E essa transmissão começa logo bem cedo, desde a gravidez. Os estudos sobre a primeira infância mostram-nos a importância da relação mãe/bebé para o desenvolvimento psíquico do indivíduo. A qualidade desse vínculo inicial estabelece as bases para a construção de um self seguro e autónomo. Quando esse vínculo é comprometido, a criança pode desenvolver padrões relacionais disfuncionais que se repetem ao longo da vida. No meu caso, a terapia permitiu-me ressignificar as minhas experiências iniciais e construir uma nova narrativa sobre mim mesma, livre das amarras do passado.

Ao longo da terapia, fui desvendando camadas de emoções reprimidas, medos e ansiedades que hoje me impediriam de estar plenamente presente na vida da minha filha. E hoje através da análise dos meus pacientes, dos seus sonhos, dos seus lapsos de linguagem e das suas reações emocionais, eles conseguem compreender como as suas próprias inseguranças e traumas interferem na sua capacidade de criar um vínculo seguro e amoroso com os seus filhos.
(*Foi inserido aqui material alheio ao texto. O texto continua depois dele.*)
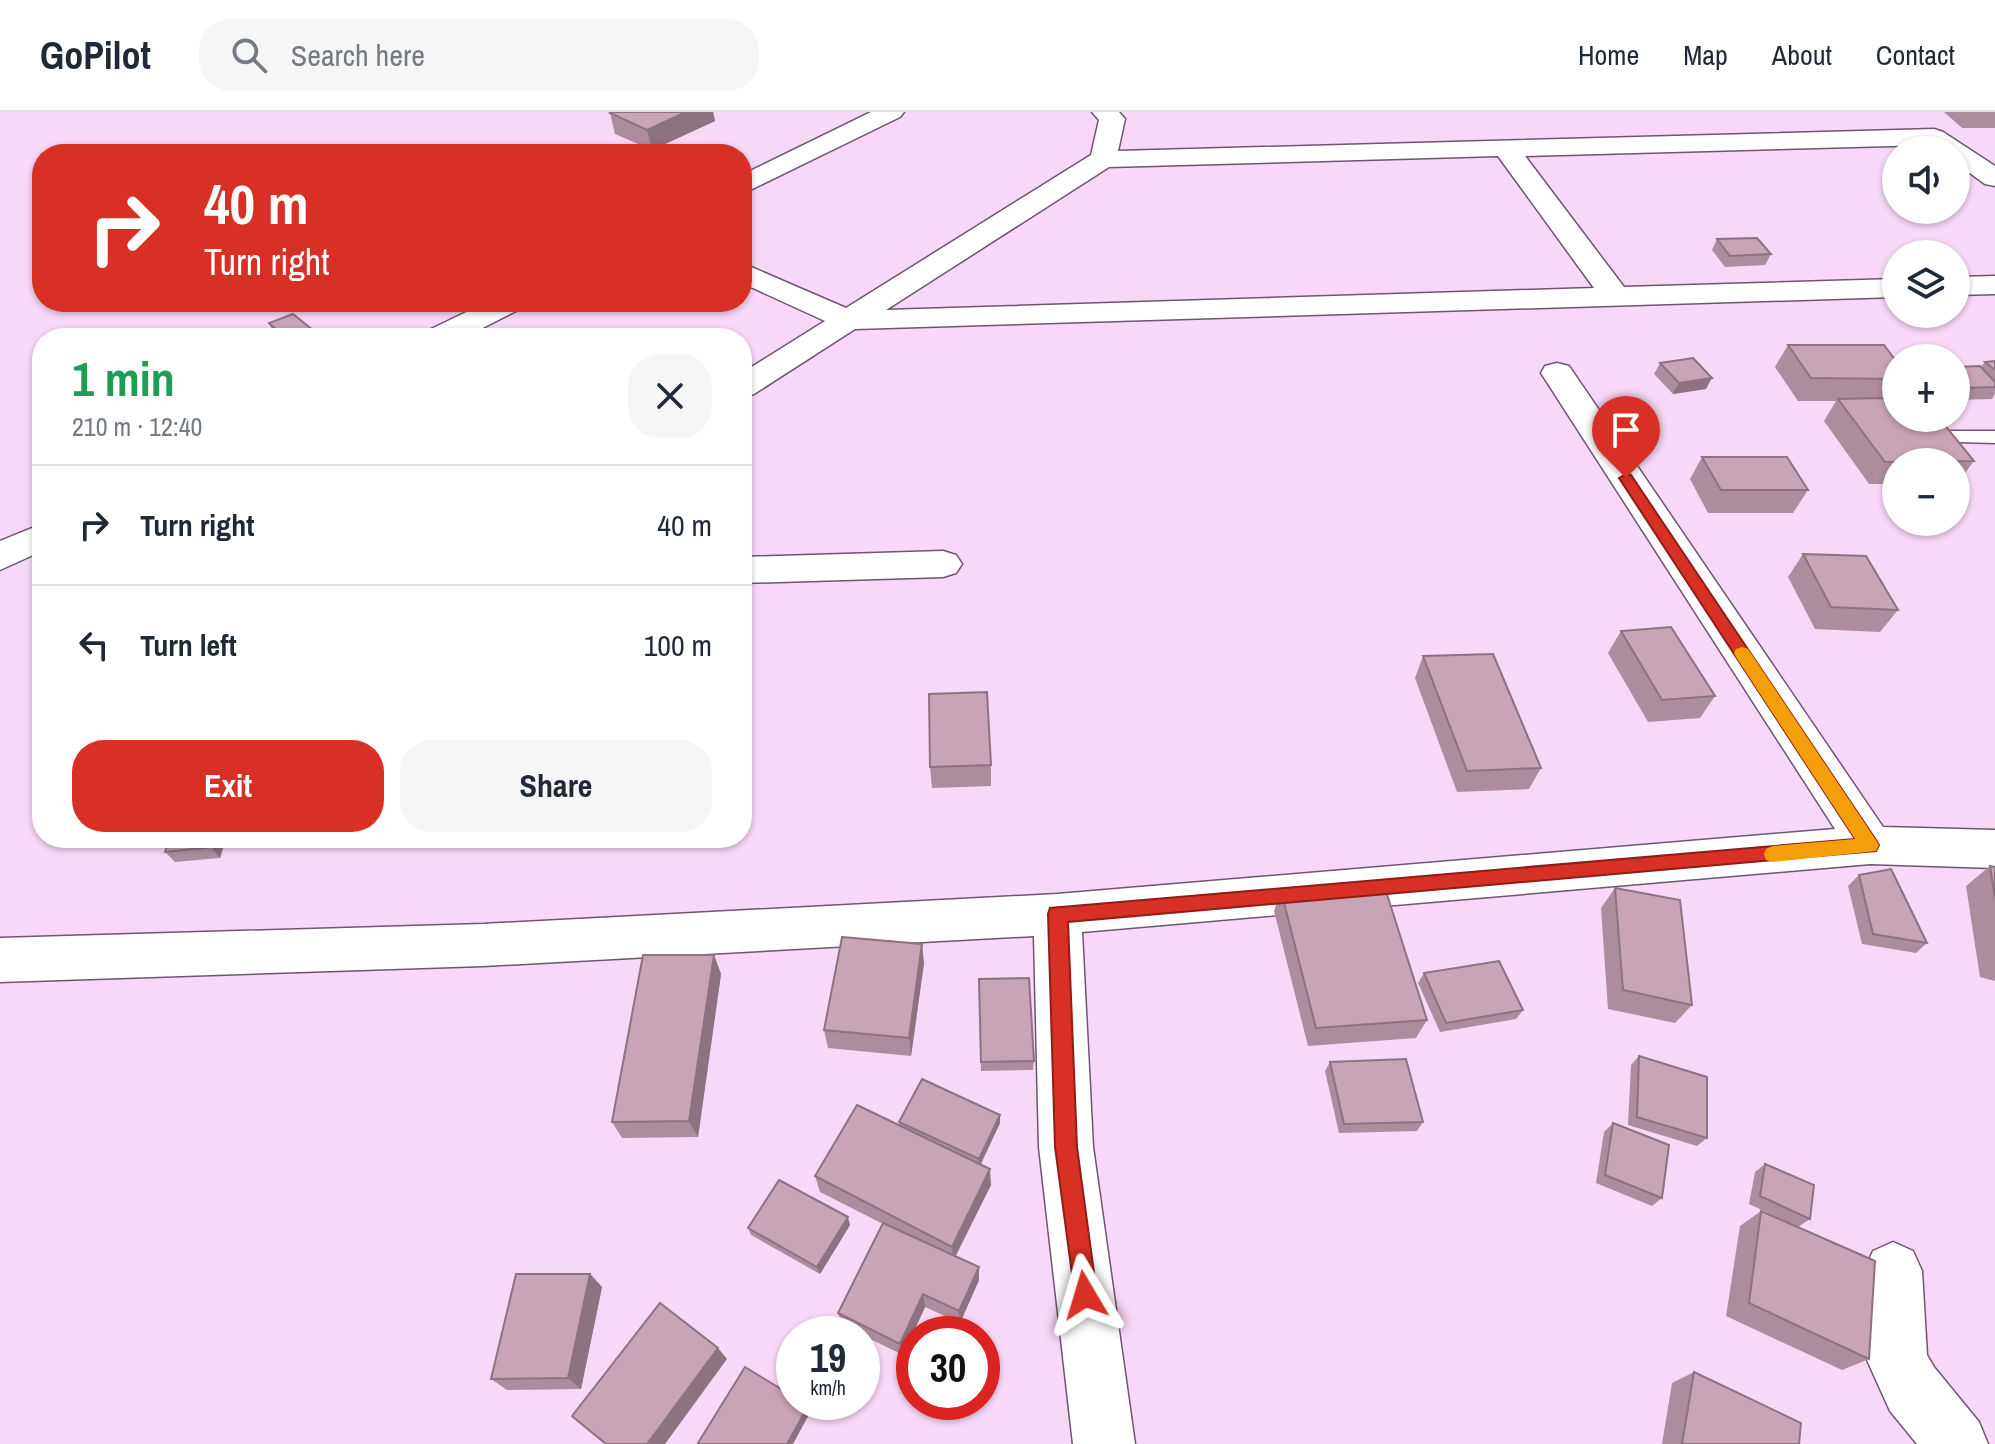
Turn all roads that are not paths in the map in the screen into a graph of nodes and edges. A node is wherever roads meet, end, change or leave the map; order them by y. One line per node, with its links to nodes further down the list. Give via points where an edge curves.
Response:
1 (891, 112): 10 (street)
2 (1105, 112): 7 (street, via 1112,119)
3 (1908, 112): 4 (street)
4 (1936, 136)
5 (1882, 146): 6 (street)
6 (1506, 149): 7 (street); 15 (street)
7 (1103, 159): 17 (street)
8 (1970, 161): 9 (street)
9 (1995, 178)
10 (752, 181)
11 (752, 277): 17 (street)
12 (1995, 285): 13 (street)
13 (1970, 286)
14 (1882, 288): 15 (street)
15 (1616, 297): 17 (street)
16 (491, 312): 18 (street)
17 (848, 320): 20 (street)
18 (458, 328)
19 (1557, 373): 27 (street)
20 (752, 381)
21 (1929, 437): 22 (lane)
22 (1995, 437)
23 (32, 541): 24 (street)
24 (0, 557)
25 (943, 564): 26 (street)
26 (752, 570)
27 (1870, 845): 28 (street); 29 (street)
28 (1995, 849)
29 (1057, 914): 30 (street, via 483,945); 32 (street, via 1066,1147)
30 (0, 960)
31 (1893, 1271): 33 (street, via 1897,1360 1912,1389)
32 (1104, 1444)
33 (1957, 1444)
Lembro-me de uma paciente que, durante a psicoterapia, relatou sentir uma grande dificuldade em estabelecer limites com a sua filha adolescente, aquela idade difícil... Através da análise das suas próprias experiências de infância, ela percebeu que tinha crescido num ambiente onde os seus próprios limites não eram respeitados. Na psicoterapia, ela foi capaz de identificar e trabalhar os sentimentos de culpa e de medo de rejeição que a impediam de ser mais firme com a filha. Ao estabelecer limites mais claros, a relação entre mãe e filha acabou por se fortalecer, baseada no respeito mútuo e na comunicação aberta.
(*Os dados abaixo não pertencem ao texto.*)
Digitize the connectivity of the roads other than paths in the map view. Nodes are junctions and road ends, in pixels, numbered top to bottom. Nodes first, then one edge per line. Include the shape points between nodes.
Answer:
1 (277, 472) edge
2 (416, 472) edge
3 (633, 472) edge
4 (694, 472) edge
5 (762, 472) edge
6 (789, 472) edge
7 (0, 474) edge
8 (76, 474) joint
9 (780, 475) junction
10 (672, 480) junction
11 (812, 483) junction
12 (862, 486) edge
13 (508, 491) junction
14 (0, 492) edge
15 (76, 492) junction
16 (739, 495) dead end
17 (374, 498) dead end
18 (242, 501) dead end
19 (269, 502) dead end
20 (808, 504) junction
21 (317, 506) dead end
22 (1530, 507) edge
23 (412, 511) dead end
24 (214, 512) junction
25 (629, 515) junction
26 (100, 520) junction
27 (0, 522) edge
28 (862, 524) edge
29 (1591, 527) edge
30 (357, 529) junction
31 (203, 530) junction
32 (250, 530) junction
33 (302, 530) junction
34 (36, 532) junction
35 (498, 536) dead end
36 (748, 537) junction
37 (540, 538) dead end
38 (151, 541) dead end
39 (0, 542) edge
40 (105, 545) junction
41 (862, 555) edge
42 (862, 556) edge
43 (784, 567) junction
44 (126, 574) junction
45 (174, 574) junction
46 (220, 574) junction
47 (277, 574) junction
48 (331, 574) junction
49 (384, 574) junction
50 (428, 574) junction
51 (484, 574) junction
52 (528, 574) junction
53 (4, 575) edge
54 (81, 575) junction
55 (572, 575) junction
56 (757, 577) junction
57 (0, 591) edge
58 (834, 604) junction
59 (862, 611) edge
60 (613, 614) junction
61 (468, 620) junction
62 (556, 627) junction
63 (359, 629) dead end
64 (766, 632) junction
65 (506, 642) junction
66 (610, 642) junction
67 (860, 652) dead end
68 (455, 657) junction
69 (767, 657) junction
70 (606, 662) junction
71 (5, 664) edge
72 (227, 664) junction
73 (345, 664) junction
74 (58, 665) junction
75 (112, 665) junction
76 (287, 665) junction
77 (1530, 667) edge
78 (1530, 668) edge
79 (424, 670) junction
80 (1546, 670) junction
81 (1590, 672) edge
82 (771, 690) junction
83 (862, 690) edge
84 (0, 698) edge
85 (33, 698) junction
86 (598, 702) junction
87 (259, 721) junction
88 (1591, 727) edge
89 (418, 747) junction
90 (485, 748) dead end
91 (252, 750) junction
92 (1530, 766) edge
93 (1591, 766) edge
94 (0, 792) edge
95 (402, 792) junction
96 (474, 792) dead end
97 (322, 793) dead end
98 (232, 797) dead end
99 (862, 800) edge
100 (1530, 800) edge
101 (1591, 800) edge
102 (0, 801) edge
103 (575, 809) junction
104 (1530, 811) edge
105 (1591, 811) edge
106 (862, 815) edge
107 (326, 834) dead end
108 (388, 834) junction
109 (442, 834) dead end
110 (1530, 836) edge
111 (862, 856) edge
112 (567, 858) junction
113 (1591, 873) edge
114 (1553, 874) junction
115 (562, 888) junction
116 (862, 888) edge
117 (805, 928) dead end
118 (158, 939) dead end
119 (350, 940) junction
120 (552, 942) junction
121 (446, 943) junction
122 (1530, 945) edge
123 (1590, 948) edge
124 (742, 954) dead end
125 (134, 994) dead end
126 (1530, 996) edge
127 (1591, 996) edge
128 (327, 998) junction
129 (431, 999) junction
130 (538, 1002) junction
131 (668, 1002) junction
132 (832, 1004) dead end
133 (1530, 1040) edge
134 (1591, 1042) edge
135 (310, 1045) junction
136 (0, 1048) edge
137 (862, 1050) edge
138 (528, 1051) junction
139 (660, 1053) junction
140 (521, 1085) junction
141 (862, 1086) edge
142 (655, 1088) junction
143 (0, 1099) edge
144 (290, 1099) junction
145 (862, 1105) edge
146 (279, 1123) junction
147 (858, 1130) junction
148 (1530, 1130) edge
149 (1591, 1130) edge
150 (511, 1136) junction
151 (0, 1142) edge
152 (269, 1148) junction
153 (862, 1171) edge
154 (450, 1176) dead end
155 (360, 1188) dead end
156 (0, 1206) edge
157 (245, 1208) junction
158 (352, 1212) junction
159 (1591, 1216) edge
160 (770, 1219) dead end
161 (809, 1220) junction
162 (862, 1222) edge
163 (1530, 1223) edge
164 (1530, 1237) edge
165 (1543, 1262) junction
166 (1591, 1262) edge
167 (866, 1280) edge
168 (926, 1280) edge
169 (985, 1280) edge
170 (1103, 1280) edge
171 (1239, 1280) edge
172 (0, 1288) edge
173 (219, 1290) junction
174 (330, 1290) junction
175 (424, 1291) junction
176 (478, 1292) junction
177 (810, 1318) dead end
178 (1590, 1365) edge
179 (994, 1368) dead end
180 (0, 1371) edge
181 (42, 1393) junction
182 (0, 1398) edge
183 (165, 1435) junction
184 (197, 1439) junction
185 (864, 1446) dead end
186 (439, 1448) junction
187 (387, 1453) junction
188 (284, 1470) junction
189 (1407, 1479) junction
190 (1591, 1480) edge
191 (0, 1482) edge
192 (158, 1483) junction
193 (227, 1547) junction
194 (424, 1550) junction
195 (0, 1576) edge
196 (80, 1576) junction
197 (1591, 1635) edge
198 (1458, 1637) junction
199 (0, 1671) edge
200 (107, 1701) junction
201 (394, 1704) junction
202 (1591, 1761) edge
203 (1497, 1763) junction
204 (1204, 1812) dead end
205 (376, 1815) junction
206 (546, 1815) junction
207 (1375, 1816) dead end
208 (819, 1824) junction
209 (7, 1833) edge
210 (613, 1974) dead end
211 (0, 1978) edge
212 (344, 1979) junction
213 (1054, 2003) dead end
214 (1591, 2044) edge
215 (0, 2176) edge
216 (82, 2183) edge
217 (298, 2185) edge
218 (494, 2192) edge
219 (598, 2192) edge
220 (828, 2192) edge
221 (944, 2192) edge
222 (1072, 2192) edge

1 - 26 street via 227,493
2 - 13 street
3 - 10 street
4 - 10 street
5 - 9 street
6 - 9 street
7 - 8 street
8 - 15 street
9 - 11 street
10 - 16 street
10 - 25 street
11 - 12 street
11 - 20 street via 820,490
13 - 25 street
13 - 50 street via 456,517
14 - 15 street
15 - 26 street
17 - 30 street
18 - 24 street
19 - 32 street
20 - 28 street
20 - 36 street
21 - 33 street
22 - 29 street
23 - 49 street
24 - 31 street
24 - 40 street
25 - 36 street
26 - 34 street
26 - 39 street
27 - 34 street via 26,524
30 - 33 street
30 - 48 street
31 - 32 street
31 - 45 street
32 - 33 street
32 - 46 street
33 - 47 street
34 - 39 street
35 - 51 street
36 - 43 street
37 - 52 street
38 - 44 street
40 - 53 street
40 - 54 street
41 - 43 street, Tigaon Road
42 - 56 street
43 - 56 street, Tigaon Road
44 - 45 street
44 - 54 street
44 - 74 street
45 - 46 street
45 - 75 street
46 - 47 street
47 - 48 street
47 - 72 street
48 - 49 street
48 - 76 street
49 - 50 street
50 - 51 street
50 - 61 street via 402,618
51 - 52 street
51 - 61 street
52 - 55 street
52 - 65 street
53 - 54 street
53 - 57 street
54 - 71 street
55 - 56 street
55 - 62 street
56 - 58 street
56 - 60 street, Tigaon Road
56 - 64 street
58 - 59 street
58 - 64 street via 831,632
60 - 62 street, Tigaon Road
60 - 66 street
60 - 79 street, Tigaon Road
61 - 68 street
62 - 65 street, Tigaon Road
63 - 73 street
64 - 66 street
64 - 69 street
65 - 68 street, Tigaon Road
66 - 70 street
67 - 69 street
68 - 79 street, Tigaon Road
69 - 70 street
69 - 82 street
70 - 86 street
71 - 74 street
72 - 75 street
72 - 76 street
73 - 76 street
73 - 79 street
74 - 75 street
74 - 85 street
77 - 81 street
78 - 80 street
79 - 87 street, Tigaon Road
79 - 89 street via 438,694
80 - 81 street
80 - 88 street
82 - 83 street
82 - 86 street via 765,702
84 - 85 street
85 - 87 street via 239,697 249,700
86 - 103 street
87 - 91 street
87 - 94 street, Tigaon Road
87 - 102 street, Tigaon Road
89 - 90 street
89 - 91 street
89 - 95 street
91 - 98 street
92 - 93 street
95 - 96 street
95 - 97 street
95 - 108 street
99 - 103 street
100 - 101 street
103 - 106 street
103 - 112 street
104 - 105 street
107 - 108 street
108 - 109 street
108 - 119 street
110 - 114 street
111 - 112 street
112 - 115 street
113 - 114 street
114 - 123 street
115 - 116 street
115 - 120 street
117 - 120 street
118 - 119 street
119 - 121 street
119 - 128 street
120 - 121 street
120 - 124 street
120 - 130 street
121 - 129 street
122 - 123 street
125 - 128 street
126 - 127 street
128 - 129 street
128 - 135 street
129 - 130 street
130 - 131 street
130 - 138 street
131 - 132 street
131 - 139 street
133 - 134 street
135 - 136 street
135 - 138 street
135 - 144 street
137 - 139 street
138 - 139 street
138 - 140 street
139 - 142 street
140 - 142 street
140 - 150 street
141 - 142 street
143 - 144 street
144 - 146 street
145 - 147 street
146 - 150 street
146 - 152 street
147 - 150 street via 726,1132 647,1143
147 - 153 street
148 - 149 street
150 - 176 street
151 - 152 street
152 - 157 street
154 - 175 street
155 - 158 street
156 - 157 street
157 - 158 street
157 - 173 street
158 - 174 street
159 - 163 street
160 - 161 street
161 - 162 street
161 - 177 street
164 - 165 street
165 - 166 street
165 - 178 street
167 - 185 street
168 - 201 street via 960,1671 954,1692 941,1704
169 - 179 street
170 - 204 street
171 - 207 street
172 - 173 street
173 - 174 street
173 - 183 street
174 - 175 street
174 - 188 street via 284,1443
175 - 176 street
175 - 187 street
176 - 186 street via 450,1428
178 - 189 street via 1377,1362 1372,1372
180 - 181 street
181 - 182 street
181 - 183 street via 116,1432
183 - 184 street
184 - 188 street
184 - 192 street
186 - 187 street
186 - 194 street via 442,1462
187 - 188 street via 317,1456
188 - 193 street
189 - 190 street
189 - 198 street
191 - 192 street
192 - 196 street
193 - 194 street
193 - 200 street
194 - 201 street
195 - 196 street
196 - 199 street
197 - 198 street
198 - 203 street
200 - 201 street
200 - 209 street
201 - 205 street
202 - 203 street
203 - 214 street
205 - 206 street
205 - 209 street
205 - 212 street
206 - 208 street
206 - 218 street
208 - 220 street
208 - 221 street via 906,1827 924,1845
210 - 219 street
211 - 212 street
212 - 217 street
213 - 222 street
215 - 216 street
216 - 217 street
Outro exemplo que me vem à mente é o de um paciente que sentia uma grande dificuldade em demonstrar afeto pelo seu filho. Ao longo da psicoterapia descobriu que, na sua infância, tinha sido privado de demonstrações de afeto por parte dos seus próprios pais. Essa falta de afeto gerou uma grande insegurança e inconscientemente levava-o a acreditar que não era merecedor de amor, nem do seu próprio filho. Com o trabalho a dois que a psicoterapia representa, foi capaz de superar essa crença limitante e aprender a exprimir o seu amor de forma mais espontânea e genuína.

Na terapia temos a oportunidade de elaborar esses traumas, de encontrar um novo significado para as nossas experiências dolorosas e de desenvolver ferramentas para lidar com as nossas emoções de forma mais saudável. Ao nos tornarmos mais consciente de nós próprios, conseguimos estabelecer limites mais claros, expressar os sentimentos de forma mais assertiva e oferecer aos nossos filhos, um modelo de como lidar com as próprias emoções.

É difícil explicar o que se sente quando se faz psicoterapia analítica e normalmente só quem por ali passa consegue perceber algumas nuances como, por exemplo, a importância da relação com o analista, onde conseguimos reviver e elaborar emoções e conflitos que estavam adormecidos porque aquela relação nos permite fazer isso de forma protegida.

E, porque é que eu digo que este é melhor seguro de vida para os nossos filhos, no qual devemos investir? Porque ao cuidar das nossas próprias feridas, estamos, na verdade, a quebrar este ciclo intergeracional de sofrimento.

Acredito que a saúde mental é um bem precioso que deve ser cuidado e valorizado. Ao investir em nós mesmos, estamos a investir no bem-estar das nossas famílias e da sociedade como um todo. A psicoterapia não é apenas uma ferramenta para tratar doenças mentais, mas sim um caminho para o autoconhecimento, o crescimento pessoal e a felicidade.

A decisão de iniciar uma análise foi, sem dúvida, um dos momentos mais importantes da minha vida. Ao cuidar de mim mesma, eu estava, sem o saber na altura, a oferecer o melhor presente possível à minha filha: a oportunidade de crescer num ambiente emocionalmente saudável e seguro. A psicoterapia proporcionou-me a oportunidade de romper com padrões disfuncionais e de construir uma relação mais saudável e significativa com a minha filha.

Se está a considerar iniciar uma terapia, eu não posso deixar de o felicitar e encorajar a dar este passo. O caminho pode ser desafiador e por vezes tortuoso, mas os benefícios são incomensuráveis.